N’ont-ils rien retenu de ce à quoi la haine et le racisme contre un groupe humain peuvent conduire ? Un christianisme capable de penser comme eux ne diffèrent en rien du christianisme qui, il n’y a pas si longtemps, accusait les juifs d’avoir assassiné des bébés chrétiens afin d’en boire le sang ; d’un christianisme qui torturait et brûlait les gens sur des bûchers, qui, de manière routinière, massacrait ceux qu’il n’aimait pas. Leur christianisme est un faux christianisme qui, exactement comme ses faux prédécesseurs, a tout oublié du « Aime ton prochain » C’est un christianisme sans compassion et sans capacité à réfléchir à ses propres croyances ou à en voir les prolongations logiques. Que veulent-ils, en réalité ? Veulent-ils vraiment que les musulmans soient exterminés ? Si tel est le cas, ils ont vraiment besoin de réfléchir à ce qu’ils sont en train de promouvoir et à ce à quoi cela pourrait conduire.
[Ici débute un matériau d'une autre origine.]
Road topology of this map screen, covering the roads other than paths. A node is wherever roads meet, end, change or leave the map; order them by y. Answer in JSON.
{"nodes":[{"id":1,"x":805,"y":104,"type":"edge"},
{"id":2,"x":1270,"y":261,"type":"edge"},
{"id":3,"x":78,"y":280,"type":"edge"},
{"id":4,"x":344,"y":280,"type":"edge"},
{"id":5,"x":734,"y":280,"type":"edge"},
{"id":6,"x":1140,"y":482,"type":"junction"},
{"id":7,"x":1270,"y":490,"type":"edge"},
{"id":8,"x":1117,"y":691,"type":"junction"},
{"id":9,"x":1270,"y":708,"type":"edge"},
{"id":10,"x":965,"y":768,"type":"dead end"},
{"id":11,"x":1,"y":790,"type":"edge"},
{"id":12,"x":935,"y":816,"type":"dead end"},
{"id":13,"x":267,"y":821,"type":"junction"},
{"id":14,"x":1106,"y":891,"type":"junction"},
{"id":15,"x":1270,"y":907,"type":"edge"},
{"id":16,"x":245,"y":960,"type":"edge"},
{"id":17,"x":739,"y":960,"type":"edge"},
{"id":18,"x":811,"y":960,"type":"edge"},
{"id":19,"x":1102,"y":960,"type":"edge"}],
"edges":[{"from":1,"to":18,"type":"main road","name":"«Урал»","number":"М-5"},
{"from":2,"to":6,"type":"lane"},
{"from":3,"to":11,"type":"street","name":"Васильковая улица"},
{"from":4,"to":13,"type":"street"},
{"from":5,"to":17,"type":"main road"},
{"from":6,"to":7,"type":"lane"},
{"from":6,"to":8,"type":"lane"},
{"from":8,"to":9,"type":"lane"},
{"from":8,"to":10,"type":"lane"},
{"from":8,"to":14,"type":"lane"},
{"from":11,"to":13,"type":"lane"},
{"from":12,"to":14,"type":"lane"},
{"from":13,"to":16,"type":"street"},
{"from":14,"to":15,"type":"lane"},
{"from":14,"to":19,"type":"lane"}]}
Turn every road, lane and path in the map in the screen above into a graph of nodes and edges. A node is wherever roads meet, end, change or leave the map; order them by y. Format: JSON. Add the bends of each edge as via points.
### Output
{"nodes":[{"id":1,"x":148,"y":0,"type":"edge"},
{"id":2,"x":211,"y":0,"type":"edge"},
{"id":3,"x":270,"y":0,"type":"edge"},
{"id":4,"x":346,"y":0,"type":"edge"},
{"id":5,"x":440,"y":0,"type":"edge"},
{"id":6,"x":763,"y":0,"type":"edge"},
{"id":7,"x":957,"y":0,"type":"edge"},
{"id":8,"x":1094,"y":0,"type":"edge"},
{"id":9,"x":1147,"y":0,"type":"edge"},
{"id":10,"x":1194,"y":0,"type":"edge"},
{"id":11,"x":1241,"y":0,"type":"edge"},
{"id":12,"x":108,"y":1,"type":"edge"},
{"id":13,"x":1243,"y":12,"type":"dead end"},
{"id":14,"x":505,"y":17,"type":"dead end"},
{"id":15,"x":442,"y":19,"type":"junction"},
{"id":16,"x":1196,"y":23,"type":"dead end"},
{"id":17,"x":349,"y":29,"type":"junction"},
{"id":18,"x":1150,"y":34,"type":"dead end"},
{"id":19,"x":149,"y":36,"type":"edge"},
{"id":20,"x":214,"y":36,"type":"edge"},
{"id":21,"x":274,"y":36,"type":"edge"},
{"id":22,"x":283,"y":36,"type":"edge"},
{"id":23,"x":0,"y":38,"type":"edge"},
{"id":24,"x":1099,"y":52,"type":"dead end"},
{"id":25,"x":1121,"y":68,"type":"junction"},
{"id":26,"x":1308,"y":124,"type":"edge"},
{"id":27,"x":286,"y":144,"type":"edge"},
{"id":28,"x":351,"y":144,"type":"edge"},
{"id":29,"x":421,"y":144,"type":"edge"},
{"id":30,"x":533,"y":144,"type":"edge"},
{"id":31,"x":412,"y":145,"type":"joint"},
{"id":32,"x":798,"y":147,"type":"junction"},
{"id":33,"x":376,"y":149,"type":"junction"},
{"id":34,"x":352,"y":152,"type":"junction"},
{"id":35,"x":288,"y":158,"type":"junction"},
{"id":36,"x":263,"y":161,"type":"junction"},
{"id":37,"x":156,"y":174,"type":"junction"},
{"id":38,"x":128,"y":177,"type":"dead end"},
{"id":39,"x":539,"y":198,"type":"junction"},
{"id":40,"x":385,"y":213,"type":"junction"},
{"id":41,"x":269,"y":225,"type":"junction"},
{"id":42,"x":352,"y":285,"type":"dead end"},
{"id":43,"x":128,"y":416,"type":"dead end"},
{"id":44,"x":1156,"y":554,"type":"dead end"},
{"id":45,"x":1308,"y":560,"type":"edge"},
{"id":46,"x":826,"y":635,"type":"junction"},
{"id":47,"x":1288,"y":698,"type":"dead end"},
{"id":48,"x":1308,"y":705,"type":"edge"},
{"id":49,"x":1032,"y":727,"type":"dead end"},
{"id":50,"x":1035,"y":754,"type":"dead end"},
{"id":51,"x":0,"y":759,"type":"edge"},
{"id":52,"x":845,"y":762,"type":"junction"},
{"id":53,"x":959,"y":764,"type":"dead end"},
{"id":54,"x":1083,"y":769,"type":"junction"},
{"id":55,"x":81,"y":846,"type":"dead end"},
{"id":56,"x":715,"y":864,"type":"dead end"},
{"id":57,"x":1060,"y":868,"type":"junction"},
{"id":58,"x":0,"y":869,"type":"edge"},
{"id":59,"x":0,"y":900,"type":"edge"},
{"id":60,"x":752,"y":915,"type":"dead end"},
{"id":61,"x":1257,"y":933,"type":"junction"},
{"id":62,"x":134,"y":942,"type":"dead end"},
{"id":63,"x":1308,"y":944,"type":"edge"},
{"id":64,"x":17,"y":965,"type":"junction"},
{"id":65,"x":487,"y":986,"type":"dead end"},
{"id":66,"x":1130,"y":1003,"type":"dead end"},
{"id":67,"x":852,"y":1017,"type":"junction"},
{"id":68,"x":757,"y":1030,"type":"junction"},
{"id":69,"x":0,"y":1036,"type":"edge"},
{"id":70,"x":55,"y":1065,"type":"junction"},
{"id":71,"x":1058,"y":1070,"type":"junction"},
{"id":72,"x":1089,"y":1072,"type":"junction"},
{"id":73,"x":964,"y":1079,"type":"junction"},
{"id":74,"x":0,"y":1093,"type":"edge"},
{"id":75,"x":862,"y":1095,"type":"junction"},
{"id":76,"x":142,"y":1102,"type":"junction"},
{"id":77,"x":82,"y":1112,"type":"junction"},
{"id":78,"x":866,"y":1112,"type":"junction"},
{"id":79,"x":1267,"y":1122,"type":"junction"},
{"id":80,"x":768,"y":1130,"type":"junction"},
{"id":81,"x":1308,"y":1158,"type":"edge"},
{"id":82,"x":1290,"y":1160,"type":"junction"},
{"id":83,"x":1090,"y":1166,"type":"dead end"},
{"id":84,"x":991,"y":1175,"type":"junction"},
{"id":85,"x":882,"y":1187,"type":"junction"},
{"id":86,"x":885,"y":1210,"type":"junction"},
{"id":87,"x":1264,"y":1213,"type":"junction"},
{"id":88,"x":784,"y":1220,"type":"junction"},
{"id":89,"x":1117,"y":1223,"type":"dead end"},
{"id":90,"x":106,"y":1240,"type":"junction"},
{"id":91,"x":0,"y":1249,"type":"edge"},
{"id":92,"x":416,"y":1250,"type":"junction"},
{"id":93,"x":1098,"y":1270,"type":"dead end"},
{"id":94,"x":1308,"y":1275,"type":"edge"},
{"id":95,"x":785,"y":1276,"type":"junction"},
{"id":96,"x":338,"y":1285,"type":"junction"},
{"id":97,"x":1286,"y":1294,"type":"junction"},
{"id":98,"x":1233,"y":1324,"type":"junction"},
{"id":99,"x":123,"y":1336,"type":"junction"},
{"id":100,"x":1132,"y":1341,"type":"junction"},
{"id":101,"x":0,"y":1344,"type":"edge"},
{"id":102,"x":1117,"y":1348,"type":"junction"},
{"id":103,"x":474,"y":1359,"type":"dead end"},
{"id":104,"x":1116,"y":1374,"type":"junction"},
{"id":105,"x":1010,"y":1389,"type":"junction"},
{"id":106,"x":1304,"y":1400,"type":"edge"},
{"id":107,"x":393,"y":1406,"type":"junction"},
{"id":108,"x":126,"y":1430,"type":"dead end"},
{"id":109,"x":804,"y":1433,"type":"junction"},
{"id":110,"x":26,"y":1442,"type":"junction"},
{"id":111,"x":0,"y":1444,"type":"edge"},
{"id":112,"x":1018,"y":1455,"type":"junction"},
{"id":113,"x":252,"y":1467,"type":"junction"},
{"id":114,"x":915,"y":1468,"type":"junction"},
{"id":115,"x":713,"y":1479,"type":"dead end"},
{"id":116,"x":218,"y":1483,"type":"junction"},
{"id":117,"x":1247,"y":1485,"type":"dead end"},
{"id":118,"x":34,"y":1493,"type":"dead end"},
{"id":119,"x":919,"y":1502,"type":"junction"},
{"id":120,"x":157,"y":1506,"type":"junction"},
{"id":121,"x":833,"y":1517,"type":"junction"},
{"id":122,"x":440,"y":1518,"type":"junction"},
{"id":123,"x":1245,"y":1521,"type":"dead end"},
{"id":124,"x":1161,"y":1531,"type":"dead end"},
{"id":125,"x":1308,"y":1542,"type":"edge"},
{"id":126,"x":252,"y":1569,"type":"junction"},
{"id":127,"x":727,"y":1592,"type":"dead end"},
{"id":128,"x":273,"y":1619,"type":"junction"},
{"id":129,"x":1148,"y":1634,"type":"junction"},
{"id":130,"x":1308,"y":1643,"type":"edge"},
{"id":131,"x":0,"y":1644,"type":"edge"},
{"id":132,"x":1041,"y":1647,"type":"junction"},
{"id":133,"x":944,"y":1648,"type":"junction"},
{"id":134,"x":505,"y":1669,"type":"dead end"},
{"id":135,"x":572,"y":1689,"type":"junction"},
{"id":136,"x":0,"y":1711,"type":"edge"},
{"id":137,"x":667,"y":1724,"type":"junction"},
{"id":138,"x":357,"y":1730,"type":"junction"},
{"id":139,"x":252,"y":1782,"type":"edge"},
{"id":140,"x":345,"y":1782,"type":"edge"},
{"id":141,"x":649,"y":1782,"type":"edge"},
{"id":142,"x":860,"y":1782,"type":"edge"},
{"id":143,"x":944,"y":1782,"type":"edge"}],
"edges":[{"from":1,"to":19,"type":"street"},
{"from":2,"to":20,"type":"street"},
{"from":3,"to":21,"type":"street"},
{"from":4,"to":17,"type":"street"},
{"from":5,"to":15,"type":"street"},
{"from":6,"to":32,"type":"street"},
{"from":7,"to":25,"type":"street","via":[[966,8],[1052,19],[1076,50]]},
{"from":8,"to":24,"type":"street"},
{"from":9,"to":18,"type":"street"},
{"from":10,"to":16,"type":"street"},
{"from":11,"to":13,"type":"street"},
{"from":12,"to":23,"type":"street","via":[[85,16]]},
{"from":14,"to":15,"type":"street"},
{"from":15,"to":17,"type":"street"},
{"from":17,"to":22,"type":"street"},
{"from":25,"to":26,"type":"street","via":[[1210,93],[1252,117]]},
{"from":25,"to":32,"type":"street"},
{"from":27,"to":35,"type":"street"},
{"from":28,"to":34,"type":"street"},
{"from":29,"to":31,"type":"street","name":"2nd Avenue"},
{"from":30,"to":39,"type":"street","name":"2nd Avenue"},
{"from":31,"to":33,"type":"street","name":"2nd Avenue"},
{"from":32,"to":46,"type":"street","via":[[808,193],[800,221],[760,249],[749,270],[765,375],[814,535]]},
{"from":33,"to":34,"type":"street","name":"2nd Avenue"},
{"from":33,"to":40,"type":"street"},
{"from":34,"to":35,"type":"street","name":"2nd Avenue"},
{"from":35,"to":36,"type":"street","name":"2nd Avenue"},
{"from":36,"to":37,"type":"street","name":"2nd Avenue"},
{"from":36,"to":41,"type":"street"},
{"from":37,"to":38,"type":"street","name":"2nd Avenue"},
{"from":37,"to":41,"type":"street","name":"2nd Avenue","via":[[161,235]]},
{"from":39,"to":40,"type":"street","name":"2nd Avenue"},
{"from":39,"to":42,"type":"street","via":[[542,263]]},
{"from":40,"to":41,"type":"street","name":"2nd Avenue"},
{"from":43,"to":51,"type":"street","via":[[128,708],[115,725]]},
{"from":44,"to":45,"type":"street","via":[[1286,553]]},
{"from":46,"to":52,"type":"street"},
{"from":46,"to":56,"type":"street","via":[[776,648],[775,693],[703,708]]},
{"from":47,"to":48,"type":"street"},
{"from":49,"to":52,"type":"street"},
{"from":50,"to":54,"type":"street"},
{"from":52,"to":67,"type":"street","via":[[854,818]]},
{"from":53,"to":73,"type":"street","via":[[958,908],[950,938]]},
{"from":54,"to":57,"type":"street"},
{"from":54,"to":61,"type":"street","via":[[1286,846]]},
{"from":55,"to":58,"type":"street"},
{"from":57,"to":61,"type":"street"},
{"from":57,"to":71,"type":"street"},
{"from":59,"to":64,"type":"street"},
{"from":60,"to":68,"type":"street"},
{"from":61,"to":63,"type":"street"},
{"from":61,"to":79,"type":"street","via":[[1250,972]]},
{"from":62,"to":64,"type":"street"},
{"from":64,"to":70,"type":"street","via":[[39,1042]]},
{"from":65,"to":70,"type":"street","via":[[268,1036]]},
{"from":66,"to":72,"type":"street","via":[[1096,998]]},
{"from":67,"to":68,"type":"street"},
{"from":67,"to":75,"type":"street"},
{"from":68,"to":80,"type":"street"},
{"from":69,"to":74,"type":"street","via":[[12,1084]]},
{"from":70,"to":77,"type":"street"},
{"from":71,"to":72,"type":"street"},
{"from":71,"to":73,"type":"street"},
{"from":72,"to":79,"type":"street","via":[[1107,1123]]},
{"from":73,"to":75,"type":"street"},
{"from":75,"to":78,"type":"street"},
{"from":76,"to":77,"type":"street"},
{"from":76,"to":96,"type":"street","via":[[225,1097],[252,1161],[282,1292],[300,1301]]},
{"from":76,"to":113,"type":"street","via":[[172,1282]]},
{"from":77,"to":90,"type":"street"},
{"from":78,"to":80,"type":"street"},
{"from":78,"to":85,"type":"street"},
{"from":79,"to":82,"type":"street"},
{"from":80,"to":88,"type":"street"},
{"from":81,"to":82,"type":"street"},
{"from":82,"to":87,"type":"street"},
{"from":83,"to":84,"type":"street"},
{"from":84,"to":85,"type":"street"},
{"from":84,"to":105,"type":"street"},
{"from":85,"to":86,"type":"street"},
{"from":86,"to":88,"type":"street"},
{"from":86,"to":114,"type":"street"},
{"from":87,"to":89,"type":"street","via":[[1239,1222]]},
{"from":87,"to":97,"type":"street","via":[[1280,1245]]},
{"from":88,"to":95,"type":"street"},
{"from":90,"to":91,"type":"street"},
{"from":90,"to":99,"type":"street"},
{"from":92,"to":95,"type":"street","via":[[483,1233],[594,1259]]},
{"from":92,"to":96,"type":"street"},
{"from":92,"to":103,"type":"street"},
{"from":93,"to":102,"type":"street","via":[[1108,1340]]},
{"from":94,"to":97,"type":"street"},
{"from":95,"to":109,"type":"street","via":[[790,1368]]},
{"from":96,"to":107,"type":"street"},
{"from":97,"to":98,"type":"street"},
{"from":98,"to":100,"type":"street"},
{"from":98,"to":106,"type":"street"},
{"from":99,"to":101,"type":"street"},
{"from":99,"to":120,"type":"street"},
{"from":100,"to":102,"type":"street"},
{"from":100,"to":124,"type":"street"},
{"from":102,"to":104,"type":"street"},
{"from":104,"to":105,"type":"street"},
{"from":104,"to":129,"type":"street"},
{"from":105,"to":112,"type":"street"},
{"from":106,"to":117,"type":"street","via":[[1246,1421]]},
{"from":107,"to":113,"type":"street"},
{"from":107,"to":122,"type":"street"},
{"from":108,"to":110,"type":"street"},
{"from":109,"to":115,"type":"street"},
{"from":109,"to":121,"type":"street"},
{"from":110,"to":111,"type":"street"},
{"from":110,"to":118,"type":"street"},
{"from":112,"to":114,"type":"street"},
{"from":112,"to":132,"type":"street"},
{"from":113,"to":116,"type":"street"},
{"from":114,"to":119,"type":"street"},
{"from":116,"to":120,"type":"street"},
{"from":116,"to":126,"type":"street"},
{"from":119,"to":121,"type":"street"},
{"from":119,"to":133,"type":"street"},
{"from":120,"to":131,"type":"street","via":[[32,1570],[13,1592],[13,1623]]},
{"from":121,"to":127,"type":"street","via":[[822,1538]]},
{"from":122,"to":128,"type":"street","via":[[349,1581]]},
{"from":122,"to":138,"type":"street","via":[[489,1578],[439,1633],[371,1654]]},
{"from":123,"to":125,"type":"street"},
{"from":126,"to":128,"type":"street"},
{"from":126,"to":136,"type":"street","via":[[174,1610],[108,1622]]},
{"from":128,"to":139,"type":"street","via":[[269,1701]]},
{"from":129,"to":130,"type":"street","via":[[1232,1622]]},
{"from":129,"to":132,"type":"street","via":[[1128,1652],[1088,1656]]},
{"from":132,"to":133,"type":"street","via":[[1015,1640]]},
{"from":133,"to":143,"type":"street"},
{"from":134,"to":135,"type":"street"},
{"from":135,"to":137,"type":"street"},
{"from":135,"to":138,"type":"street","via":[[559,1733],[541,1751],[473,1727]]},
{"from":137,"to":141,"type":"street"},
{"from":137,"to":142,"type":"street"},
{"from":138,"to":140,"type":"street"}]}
C’est une version du christianisme qui est fondée sur la peur et sur la haine, et non pas sur l’amour et sur l’inclusion. Ce christianisme-là n’apporte rien à la paix du monde et à ce dont l’humanité a le plus besoin, la camaraderie, le respect et la coopération, toutes ces qualités dont je suis persuadée que Jésus les prônait. Le ton de certains des courriers que je reçois me fait redouter qu’ils ne soient frappés en retour par la haine et la peur qu’ils expriment. Ils ont l’air d’aimer ça.
Je sais que beaucoup de juifs, en Israël, trouvent très amusant et un peu stupéfiant que, tout soudain, ils soient devenus la coqueluche de certaines branches du fondamentalisme chrétien, alors qu’hier encore, ils étaient les « déicides »... Les juifs israéliens ne comprennent pas vraiment pourquoi ils sont ainsi soudainement aimés, mais ils comptent les bénédictions qu’ils reçoivent, pour le moment, et ils en profitent pour pousser un soupir de soulagement.
Voici qu’enfin, ils ont des alliés qui les soutiennent dans leur occupation et dans leur destruction à bas bruit du peuple palestinien. Et c’est génial, parce qu’ils peuvent mettre en scène leur colonisation et leur occupation de la Palestine à la lumière d’un combat entre « le bien et le mal », entre « l’Occident civilisé » (dont ils sont persuadés faire partie) et les « musulmans rétrogrades ». C’est ainsi qu’ils parviennent à occulter la vraie réalité du conflit avec les Palestiniens, qui n’a rien à voir avec un affrontement entre le judaïsme et l’Islam, et tout à voir, en revanche, avec la colonisation et l’épuration ethnique (j’ai une précision presque amusante à apporter ici, qui est que l’identité juive est tellement basée sur la peur de l’antisémitisme que lorsque des chrétiens se mettent du jour au lendemain à aimer les juifs, cela ne manque pas de poser problème à l’Etat juif...).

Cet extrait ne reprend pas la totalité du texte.